It's teacher hunting season!

Sunday, October 18, 2009

Video: Bloomberg in '04 RNC convention, resoundingly endorsing GW Bush

This is what the video showed from the Republican National Convention:

Republican New York City mayor Michael Bloomberg resoundingly endorsed G.W. Bush, while speaking before the RNC in the convention hall,
Let's remind you, this was in 2004, just as the US war in Iraq was having one of its deadliest years, both for the US and for the civilian population there ...
"The president deserves our support. We are here [the convention hall] to support HIM." --emphasis, Bloomberg's. He continued, "And I am here to support him."

"President Bush is a great Republican leader who has kept his word for New York." --Two years earlier, at the New York State Republican Nominating Committee, 2002.

Click on this line, to get the Thompson2009 Youtube video of mayor Bloomberg's own words, gushing forward, to endorse President George W. Bush.
Appropriately, the video is entitled, "George, Rudy and Mike: So Happy Together," with the Turtles' famous 1960s ditty, "Happy Together," playing in the background.

Pass this video around; Bloomberg definitely endorsed President Bush for re-election to the presidency.

3 comments:

  1. You can shrink those videos on the side panel to fit.

    ReplyDelete
  2. I can't stand Bloomberg, but I have little faith in Thompson as well. I still can't believe Bill was the best candidate we could come up with.

    ReplyDelete
  3. Thanks Ed Notes for the tip. I'll try shrinking the videos.

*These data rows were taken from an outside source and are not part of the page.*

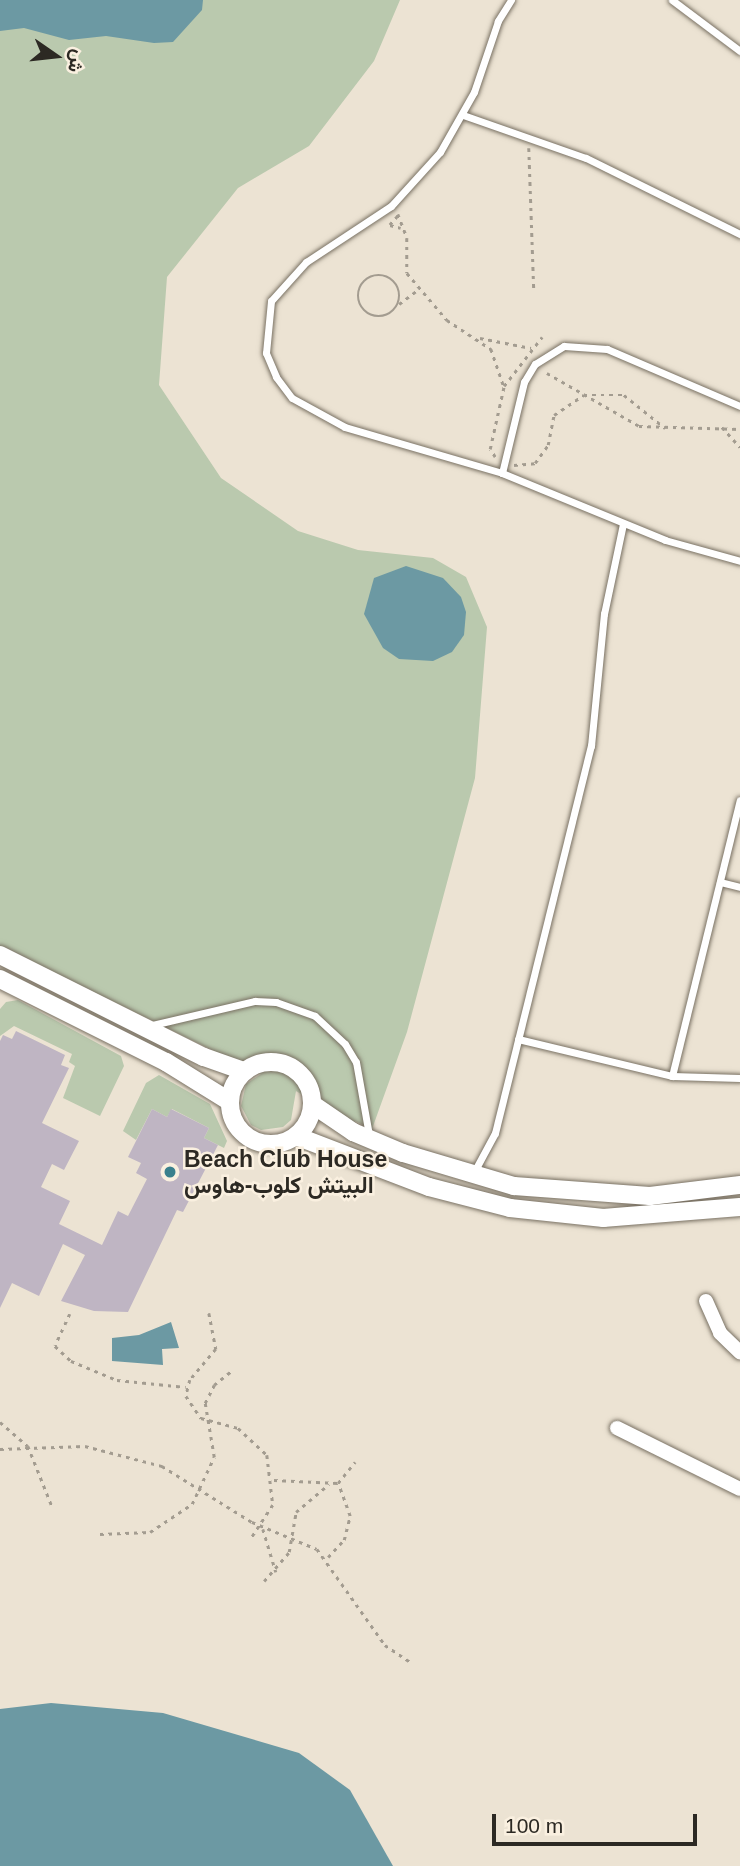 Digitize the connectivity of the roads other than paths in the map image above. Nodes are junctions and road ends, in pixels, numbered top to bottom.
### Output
1 (511, 0) edge
2 (672, 0) edge
3 (740, 51) edge
4 (463, 115) junction
5 (740, 234) edge
6 (740, 406) edge
7 (502, 473) junction
8 (623, 524) junction
9 (740, 561) edge
10 (740, 800) edge
11 (720, 882) junction
12 (740, 887) edge
13 (0, 955) edge
14 (2, 984) edge
15 (145, 1026) junction
16 (518, 1039) junction
17 (244, 1071) junction
18 (672, 1076) junction
19 (740, 1078) edge
20 (229, 1101) junction
21 (312, 1104) junction
22 (296, 1136) junction
23 (370, 1140) junction
24 (470, 1176) junction
25 (740, 1185) edge
26 (740, 1208) edge
27 (706, 1301) dead end
28 (740, 1352) edge
29 (617, 1429) dead end
30 (740, 1489) edge

1 - 4 lane
2 - 3 lane
4 - 5 lane
4 - 7 lane
6 - 7 lane
7 - 8 lane
8 - 9 lane
8 - 16 lane
10 - 11 lane
11 - 12 lane
11 - 18 lane
13 - 15 street
14 - 20 street
15 - 17 street
15 - 23 lane
16 - 18 lane
16 - 24 lane
17 - 20 street
17 - 21 street
18 - 19 lane
20 - 22 street
21 - 22 street
21 - 23 street
22 - 26 street
23 - 24 street
24 - 25 street
27 - 28 street
29 - 30 street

    To Eliot Ness, Bill Thompson is an underrated candidate. Sure is no thorough populist (such as the Mark Green of the 1970s and the 1980s or Bill De Blasio), but his succinct, yet substance-packed debating and speaking style speak to how he will be a razor-sharp mind for charting a better direction for the city.
    He has expressed an important critique on how the mayor has led the city in a development direction that has made the city a welcome home for the wealthy at the expense of the working and middle classes.
    Thompson has blasted mayor Bloomberg for the skyrocketing fares, fees, taxes, parking fines, and at the same time he has pledged to raise taxes on the millionaires.
    He has called attention to the lying with statistics numbers game that Bloomberg has done with trumpeting so-called increases in New York State test scores, while he has pointed out that students' progress is actually flat when contrasted against a more objective measure of the National Assessment Educational Progress (NAEP).
    Aren't these differences meaningful enough perceive a great difference between Thompson and Bloomberg and aren't Thompson's critiques and policy recommendations on target enough for us to support him with great effort?